Fistulising procedures have documented complications. Schultz et al. reported that hypotony occurred in 30% of patients during the post-operative follow-up period [16]. Others reported complications included choroidal effusion, hyphema, hypotony maculopathy, diplopia, bleb leak, blebitis. Song et al. acknowledges the potential complications of trabeculectomy but still maintain that it is the most effective method of achieving low IOPs [3]. One should remember that trabeculectomy also warrants frequent post-operative visits at least weekly in the early post-operative period [17]. And the further use of anti-proliferative agents at least once during the post-operative visit. This translates to a lot of clinic hours spent in the frequent review of these patients in comparison to day 1, 1 week, 4 weeks and 3 months post-operative visits for PVC/VC with no intervention in the form of needling or suture adjustment. Goniopunture may be needed for PVC/VC patients but this is usually one visit any time after 6 months post operatively. The time taken to perform the laser would be similar to do doing a YAG peripheral iridotomy.

Ophthalmic surgeons have often raised concerns on the steep learning curve for PVC/VC. However, once mastered, PVC/VC takes no longer to complete than a trabeculectomy. In our surgeon’s hands, both procedures take the same time. If perforation of the TDW did occur then a surgical Peripheral Iridotomy (PI) was performed as an additional step before completing the rest of the surgical steps of VC. This does not add any significant time to the surgery itself.

Our complication rate was low. Ten eyes (11%) had inadvertent perforation of the TDW. Surgical PI was performed if the iris was presenting. Previous study by Park et al. documented micro-perforation rate of 21.4% and iris prolapsed from ruptured TDW in 5.9% [18]. Similar studies on Non-penetrating glaucoma surgery (NPGS) have reported tearing of the conjunctiva, hyphema, dellen, encapsulated bleb [19]. A recent paper by Grieshaber et al. reports complications following VC including choroidal detachment, gross hyphema and peripheral Descemet’s detachment [20].

We acknowledge that there are a few weaknesses in the study. Firstly it is a retrospective study. In addition the patients in our study are from a different population, without any control group compared to other studies. This might make interpretation of our results with other study populations difficult. Postoperative evaluation including Tonometry was not masked and therefore subject to observer bias.
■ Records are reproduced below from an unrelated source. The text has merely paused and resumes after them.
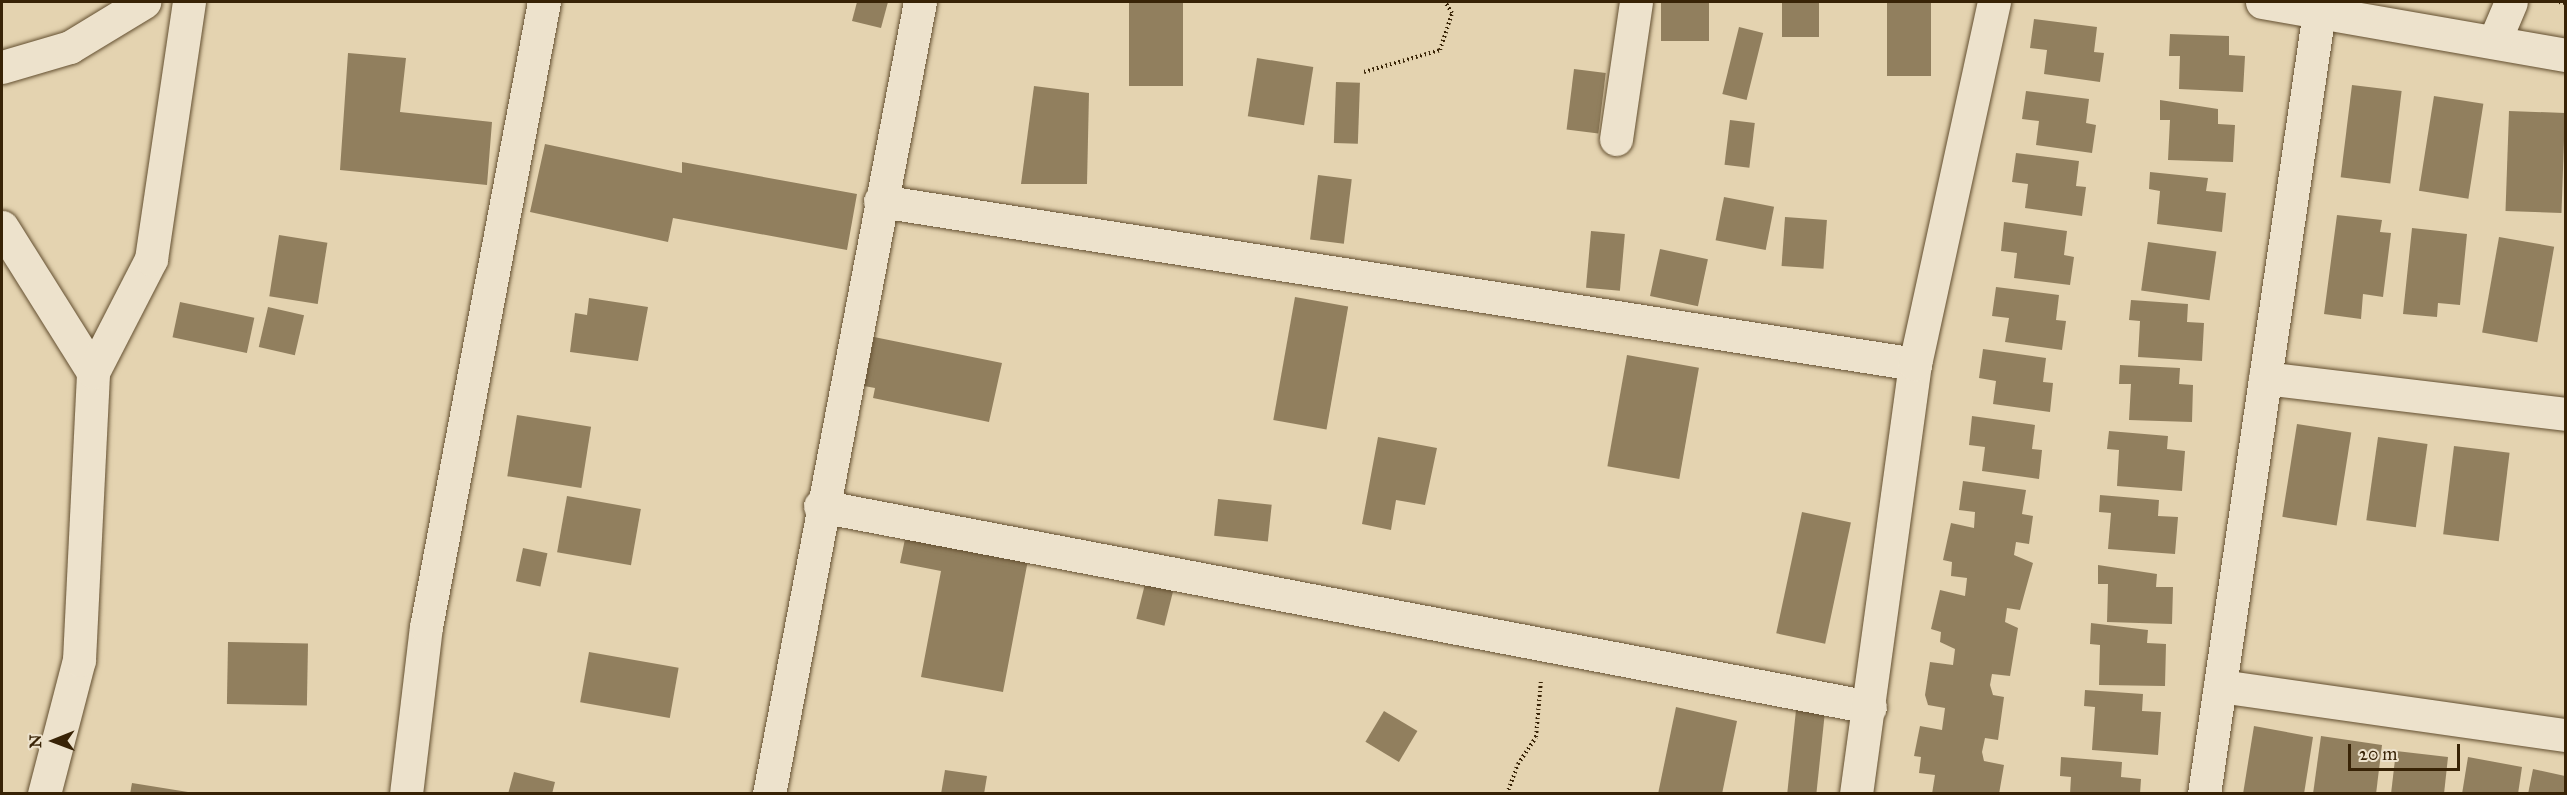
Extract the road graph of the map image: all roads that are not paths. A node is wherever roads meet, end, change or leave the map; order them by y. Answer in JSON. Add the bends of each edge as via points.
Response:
{"nodes":[{"id":1,"x":144,"y":2,"type":"edge"},
{"id":2,"x":189,"y":2,"type":"edge"},
{"id":3,"x":544,"y":2,"type":"edge"},
{"id":4,"x":920,"y":2,"type":"edge"},
{"id":5,"x":1636,"y":2,"type":"edge"},
{"id":6,"x":1994,"y":2,"type":"edge"},
{"id":7,"x":2265,"y":2,"type":"edge"},
{"id":8,"x":2511,"y":2,"type":"edge"},
{"id":9,"x":2319,"y":11,"type":"junction"},
{"id":10,"x":2494,"y":42,"type":"junction"},
{"id":11,"x":2565,"y":55,"type":"edge"},
{"id":12,"x":2,"y":67,"type":"edge"},
{"id":13,"x":1616,"y":139,"type":"dead end"},
{"id":14,"x":880,"y":201,"type":"junction"},
{"id":15,"x":2,"y":227,"type":"edge"},
{"id":16,"x":1915,"y":364,"type":"junction"},
{"id":17,"x":93,"y":372,"type":"junction"},
{"id":18,"x":2265,"y":378,"type":"junction"},
{"id":19,"x":2565,"y":414,"type":"edge"},
{"id":20,"x":820,"y":506,"type":"junction"},
{"id":21,"x":2220,"y":686,"type":"junction"},
{"id":22,"x":1870,"y":707,"type":"junction"},
{"id":23,"x":2565,"y":735,"type":"edge"},
{"id":24,"x":44,"y":794,"type":"edge"},
{"id":25,"x":406,"y":794,"type":"edge"},
{"id":26,"x":770,"y":794,"type":"edge"},
{"id":27,"x":1856,"y":794,"type":"edge"},
{"id":28,"x":2204,"y":794,"type":"edge"}],
"edges":[{"from":1,"to":12,"type":"street","via":[[70,47]]},
{"from":2,"to":17,"type":"street","via":[[151,259]]},
{"from":3,"to":25,"type":"street","via":[[426,627]]},
{"from":4,"to":14,"type":"street"},
{"from":5,"to":13,"type":"street"},
{"from":6,"to":16,"type":"street"},
{"from":7,"to":9,"type":"street"},
{"from":8,"to":10,"type":"street"},
{"from":9,"to":10,"type":"street"},
{"from":9,"to":18,"type":"street"},
{"from":10,"to":11,"type":"street"},
{"from":14,"to":16,"type":"street"},
{"from":14,"to":20,"type":"street"},
{"from":15,"to":17,"type":"street"},
{"from":16,"to":22,"type":"street"},
{"from":17,"to":24,"type":"street","via":[[79,660]]},
{"from":18,"to":19,"type":"street"},
{"from":18,"to":21,"type":"street"},
{"from":20,"to":22,"type":"street"},
{"from":20,"to":26,"type":"street"},
{"from":21,"to":23,"type":"street"},
{"from":21,"to":28,"type":"street"},
{"from":22,"to":27,"type":"street"}]}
The strengths of this retrospective study includes single surgeon, long term follow-up with a large number of patients compared to similar studies.

Our study did not consider analysis of phakic versus pseudophakic eyes, as our participants included only 6 phakic eyes within the VC subgroup, compared to 88 pseudophakic eyes either from previous cataract operations or as a result of combined PVC surgeries. We considered the number of phakic eyes to be too low to draw any statistical conclusions with sufficient power.

Not analysing visual acuity is one of the weaknesses of this study. However, visual acuity is not a reliable way of judging the success of glaucoma surgery. Also, visual field analysis in previous papers was carried out using various methods, making it difficult to directly compare the results of our visual field analysis.

Membrey et al. observed that the use of MMC in trabeculectomy is associated with a greater risk on visual field progression despite a greater fall in IOP [11]. From our results, a logical surgical management for NTG patients would be viscocanalostomy keeping trabeculectomy as an alternative. We advocate viscocanalostomy for NTG patients where target IOP is in the mid-teens. In our practice, Trabeculectomy has its place in NTG patients where IOP of less than 12 mmHg is desirable. However, we advise cardiovascular workup and ensure compliance in such patients.

Conclusions

Our study on Viscocanalostomy / Phacoviscocanalostomy operations on 94 eyes with Normal Tension Glaucoma shows 24.4% IOP reduction at 3 years. We propose viscocanalostomy as the surgical management for NTG patients, thereby keeping trabeculectomy as an alternative.